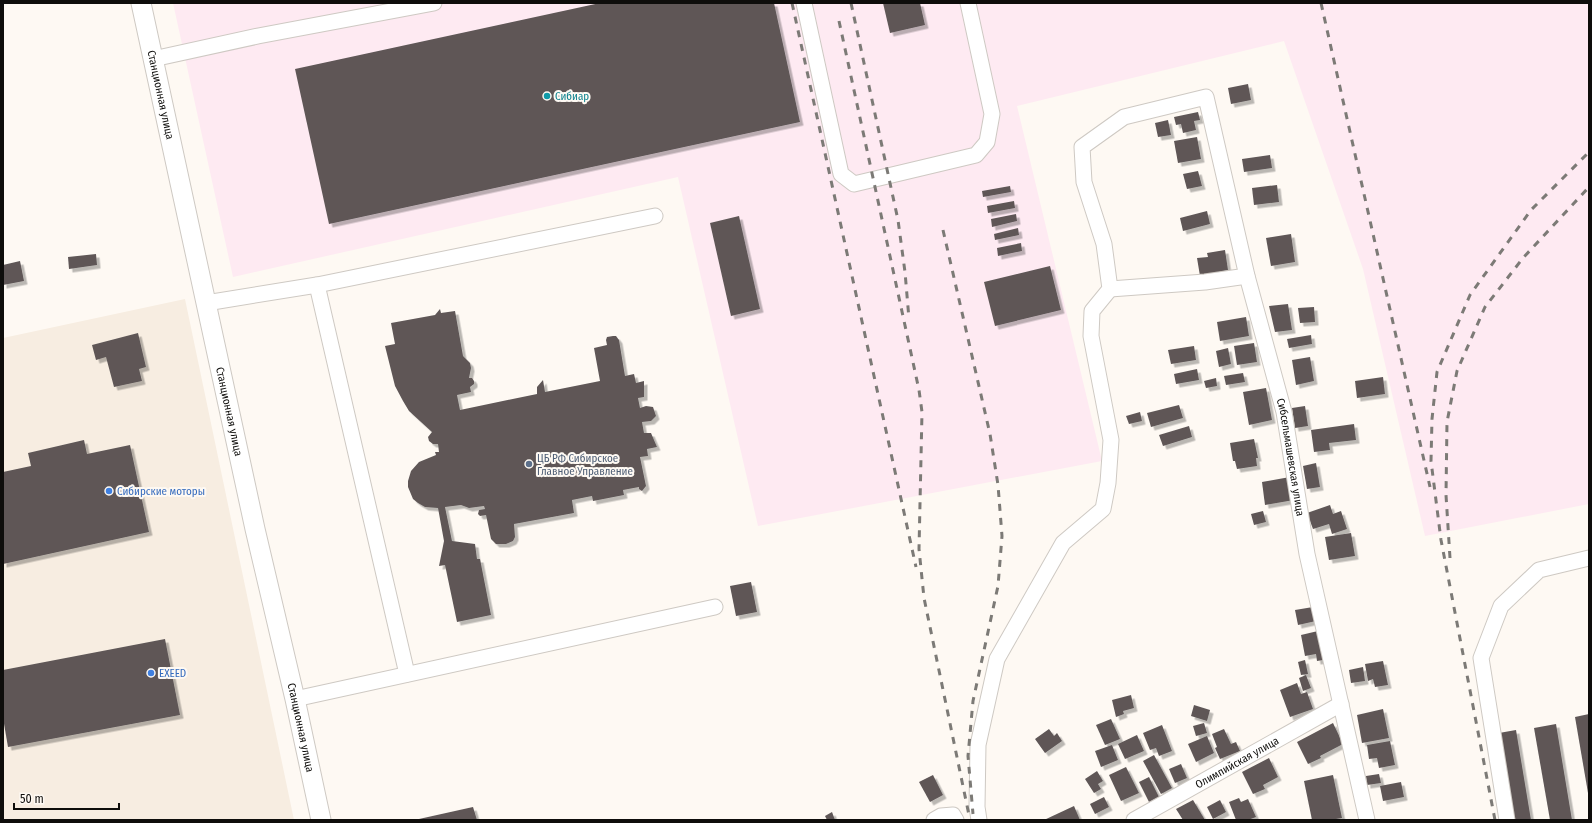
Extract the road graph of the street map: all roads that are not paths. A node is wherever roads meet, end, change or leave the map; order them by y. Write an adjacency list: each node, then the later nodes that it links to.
1 (141, 3): 5 (main road, Станционная улица)
2 (434, 3): 5 (street)
3 (804, 3): 4 (street)
4 (968, 3)
5 (153, 58): 10 (main road, Станционная улица)
6 (655, 216): 8 (street)
7 (1247, 276): 9 (street); 9 (street, Сибсельмашевская улица); 15 (street, Сибсельмашевская улица)
8 (317, 285): 10 (street); 13 (street)
9 (1110, 290): 19 (street)
10 (206, 303): 14 (main road, Станционная улица)
11 (1589, 558): 22 (street)
12 (715, 607): 13 (street)
13 (407, 674): 14 (street)
14 (295, 699): 16 (main road, Станционная улица)
15 (1341, 704): 20 (street, Олимпийская улица); 21 (street, Сибсельмашевская улица)
16 (321, 820)
17 (934, 820): 18 (street)
18 (956, 820)
19 (979, 820)
20 (1134, 820)
21 (1367, 820)
22 (1508, 820)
════════════════
> _Task prompt_
Copy all the entries above exactly as they stand, except for the pictures.

> _Solution_
Extract the road graph of the street map: all roads that are not paths. A node is wherever roads meet, end, change or leave the map; order them by y. Write an adjacency list: each node, then the later nodes that it links to.
1 (141, 3): 5 (main road, Станционная улица)
2 (434, 3): 5 (street)
3 (804, 3): 4 (street)
4 (968, 3)
5 (153, 58): 10 (main road, Станционная улица)
6 (655, 216): 8 (street)
7 (1247, 276): 9 (street); 9 (street, Сибсельмашевская улица); 15 (street, Сибсельмашевская улица)
8 (317, 285): 10 (street); 13 (street)
9 (1110, 290): 19 (street)
10 (206, 303): 14 (main road, Станционная улица)
11 (1589, 558): 22 (street)
12 (715, 607): 13 (street)
13 (407, 674): 14 (street)
14 (295, 699): 16 (main road, Станционная улица)
15 (1341, 704): 20 (street, Олимпийская улица); 21 (street, Сибсельмашевская улица)
16 (321, 820)
17 (934, 820): 18 (street)
18 (956, 820)
19 (979, 820)
20 (1134, 820)
21 (1367, 820)
22 (1508, 820)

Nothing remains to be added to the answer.